§ **Work request**
When a line in the entries below contains the word "Cerrada", copy that line.

### Dataset records

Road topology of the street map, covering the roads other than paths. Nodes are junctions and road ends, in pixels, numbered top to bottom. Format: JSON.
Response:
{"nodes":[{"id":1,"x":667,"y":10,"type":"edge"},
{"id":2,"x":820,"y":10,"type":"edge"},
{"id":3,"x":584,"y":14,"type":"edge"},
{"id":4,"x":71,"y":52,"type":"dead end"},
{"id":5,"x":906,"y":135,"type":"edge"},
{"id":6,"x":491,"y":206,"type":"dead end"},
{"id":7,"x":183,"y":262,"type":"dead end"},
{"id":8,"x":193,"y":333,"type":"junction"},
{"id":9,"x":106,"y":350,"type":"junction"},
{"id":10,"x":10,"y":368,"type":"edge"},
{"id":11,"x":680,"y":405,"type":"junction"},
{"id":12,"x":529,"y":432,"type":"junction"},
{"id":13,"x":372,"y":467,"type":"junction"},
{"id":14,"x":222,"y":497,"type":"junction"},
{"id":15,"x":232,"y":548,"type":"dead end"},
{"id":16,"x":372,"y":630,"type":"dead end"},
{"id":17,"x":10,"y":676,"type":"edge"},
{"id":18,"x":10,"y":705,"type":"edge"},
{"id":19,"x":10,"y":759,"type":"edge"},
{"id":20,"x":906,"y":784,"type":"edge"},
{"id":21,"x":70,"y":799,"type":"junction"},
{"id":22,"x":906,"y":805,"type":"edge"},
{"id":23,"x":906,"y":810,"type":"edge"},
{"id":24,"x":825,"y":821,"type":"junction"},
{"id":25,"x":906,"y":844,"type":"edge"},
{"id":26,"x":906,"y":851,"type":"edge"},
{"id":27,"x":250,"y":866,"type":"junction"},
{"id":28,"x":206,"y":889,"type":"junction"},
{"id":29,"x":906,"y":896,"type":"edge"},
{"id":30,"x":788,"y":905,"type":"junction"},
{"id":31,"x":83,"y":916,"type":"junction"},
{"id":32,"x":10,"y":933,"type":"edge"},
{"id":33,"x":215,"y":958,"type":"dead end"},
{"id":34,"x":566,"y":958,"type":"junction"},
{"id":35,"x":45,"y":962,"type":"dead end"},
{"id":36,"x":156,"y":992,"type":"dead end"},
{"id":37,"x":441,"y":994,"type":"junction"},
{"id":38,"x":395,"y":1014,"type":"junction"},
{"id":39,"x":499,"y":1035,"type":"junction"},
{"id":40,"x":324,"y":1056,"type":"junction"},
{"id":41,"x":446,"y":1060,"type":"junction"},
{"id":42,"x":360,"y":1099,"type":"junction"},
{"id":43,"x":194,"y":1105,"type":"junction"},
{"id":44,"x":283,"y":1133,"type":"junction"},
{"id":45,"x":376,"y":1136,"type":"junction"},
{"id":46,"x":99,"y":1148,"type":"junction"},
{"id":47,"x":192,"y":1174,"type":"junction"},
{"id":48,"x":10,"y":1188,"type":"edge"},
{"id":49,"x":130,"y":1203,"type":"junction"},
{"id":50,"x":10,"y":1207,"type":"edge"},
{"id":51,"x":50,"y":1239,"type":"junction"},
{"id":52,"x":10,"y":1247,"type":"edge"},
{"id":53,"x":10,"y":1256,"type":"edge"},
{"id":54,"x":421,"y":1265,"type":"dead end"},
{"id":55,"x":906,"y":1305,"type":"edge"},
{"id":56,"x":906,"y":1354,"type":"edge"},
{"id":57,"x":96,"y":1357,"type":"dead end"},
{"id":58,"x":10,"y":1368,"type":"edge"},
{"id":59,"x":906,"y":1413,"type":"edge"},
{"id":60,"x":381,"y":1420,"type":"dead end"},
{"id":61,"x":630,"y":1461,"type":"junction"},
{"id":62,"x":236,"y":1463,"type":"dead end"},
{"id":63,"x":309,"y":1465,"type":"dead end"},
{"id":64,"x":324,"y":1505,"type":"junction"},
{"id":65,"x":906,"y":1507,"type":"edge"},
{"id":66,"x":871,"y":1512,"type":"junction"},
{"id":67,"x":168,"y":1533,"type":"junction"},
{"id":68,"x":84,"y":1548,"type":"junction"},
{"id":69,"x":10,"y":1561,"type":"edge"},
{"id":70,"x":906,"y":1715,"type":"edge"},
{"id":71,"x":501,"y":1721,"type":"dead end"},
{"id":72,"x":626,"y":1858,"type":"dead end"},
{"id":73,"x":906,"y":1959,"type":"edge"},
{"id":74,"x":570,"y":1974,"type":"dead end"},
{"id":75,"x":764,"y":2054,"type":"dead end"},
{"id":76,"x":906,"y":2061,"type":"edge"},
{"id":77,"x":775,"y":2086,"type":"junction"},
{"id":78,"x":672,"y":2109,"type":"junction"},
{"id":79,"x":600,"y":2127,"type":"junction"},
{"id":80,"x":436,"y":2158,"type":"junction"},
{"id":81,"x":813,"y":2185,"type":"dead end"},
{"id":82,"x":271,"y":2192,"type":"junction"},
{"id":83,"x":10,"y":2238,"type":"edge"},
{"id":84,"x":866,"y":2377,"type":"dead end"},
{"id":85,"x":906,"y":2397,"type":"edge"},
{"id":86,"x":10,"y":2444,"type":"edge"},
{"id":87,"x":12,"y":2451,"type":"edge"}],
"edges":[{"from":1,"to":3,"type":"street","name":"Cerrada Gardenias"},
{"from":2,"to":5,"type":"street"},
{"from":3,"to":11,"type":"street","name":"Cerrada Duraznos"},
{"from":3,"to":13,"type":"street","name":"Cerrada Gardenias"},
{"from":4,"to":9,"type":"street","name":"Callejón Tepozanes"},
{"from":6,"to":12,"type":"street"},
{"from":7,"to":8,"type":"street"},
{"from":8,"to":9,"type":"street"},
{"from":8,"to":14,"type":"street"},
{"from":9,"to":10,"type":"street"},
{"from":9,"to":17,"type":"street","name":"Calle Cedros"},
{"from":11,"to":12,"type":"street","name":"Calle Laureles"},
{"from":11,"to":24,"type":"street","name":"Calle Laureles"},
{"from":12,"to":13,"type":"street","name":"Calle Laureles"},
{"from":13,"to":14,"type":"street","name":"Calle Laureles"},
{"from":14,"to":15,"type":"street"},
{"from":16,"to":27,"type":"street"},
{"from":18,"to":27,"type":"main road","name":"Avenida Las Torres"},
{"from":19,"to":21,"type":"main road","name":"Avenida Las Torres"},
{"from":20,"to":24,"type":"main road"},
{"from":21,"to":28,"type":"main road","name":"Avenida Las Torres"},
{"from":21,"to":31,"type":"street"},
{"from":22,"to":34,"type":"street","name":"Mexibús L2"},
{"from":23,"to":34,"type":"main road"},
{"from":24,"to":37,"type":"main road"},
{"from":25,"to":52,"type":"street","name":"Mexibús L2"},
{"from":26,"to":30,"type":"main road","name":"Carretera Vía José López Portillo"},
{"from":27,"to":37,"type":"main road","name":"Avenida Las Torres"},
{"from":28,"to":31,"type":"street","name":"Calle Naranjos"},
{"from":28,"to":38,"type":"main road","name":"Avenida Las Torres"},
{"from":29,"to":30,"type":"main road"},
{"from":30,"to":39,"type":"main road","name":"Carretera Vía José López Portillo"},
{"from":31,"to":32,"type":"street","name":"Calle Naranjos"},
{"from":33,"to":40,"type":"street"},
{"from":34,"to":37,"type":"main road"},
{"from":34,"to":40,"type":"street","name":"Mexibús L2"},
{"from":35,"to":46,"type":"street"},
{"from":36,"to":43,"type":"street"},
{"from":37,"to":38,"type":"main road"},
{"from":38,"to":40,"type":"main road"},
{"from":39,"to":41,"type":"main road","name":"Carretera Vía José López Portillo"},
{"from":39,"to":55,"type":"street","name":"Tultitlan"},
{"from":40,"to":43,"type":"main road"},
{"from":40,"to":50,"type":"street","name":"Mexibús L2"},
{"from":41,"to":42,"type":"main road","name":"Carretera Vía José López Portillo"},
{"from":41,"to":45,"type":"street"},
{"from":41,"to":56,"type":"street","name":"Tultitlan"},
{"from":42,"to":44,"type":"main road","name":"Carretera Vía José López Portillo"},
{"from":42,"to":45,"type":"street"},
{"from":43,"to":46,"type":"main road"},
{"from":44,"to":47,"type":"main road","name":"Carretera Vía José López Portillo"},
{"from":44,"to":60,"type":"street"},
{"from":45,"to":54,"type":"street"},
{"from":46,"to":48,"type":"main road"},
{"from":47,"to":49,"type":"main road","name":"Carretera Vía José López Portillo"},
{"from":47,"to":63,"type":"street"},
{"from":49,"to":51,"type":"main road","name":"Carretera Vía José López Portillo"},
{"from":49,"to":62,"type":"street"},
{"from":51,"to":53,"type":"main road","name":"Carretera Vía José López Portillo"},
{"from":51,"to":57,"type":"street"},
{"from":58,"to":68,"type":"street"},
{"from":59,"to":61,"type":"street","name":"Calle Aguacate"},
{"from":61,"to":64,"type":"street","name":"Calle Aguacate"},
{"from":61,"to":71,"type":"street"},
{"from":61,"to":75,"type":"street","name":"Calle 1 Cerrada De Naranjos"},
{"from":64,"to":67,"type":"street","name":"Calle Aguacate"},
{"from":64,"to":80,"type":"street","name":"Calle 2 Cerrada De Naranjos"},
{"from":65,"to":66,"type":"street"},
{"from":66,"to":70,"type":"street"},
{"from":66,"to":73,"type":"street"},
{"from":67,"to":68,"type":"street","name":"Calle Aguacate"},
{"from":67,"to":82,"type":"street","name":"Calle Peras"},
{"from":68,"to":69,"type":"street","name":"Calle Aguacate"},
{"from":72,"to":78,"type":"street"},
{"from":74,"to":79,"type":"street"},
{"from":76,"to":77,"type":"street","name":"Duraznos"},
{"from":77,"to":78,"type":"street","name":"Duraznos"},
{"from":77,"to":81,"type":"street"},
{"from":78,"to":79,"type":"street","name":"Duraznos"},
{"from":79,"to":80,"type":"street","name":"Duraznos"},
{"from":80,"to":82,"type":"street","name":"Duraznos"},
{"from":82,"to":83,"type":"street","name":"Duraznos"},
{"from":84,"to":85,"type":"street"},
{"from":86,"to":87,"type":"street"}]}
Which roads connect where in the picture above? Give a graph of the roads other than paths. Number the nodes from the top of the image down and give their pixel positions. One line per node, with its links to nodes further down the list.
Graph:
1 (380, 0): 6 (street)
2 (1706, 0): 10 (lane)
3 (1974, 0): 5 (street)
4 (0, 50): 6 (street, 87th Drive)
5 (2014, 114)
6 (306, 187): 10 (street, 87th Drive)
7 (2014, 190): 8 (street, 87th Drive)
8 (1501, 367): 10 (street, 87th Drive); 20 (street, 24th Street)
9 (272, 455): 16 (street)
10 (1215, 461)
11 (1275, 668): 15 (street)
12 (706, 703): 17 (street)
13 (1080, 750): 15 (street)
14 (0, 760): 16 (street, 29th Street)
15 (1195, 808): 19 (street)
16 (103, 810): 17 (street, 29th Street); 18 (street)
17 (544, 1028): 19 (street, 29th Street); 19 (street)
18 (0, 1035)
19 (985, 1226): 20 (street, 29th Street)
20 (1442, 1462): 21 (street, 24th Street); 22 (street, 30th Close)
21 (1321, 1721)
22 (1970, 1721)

######

§ **Answer area**
"edges":[{"from":1,"to":3,"type":"street","name":"Cerrada Gardenias"},
{"from":3,"to":11,"type":"street","name":"Cerrada Duraznos"},
{"from":3,"to":13,"type":"street","name":"Cerrada Gardenias"},
{"from":61,"to":75,"type":"street","name":"Calle 1 Cerrada De Naranjos"},
{"from":64,"to":80,"type":"street","name":"Calle 2 Cerrada De Naranjos"},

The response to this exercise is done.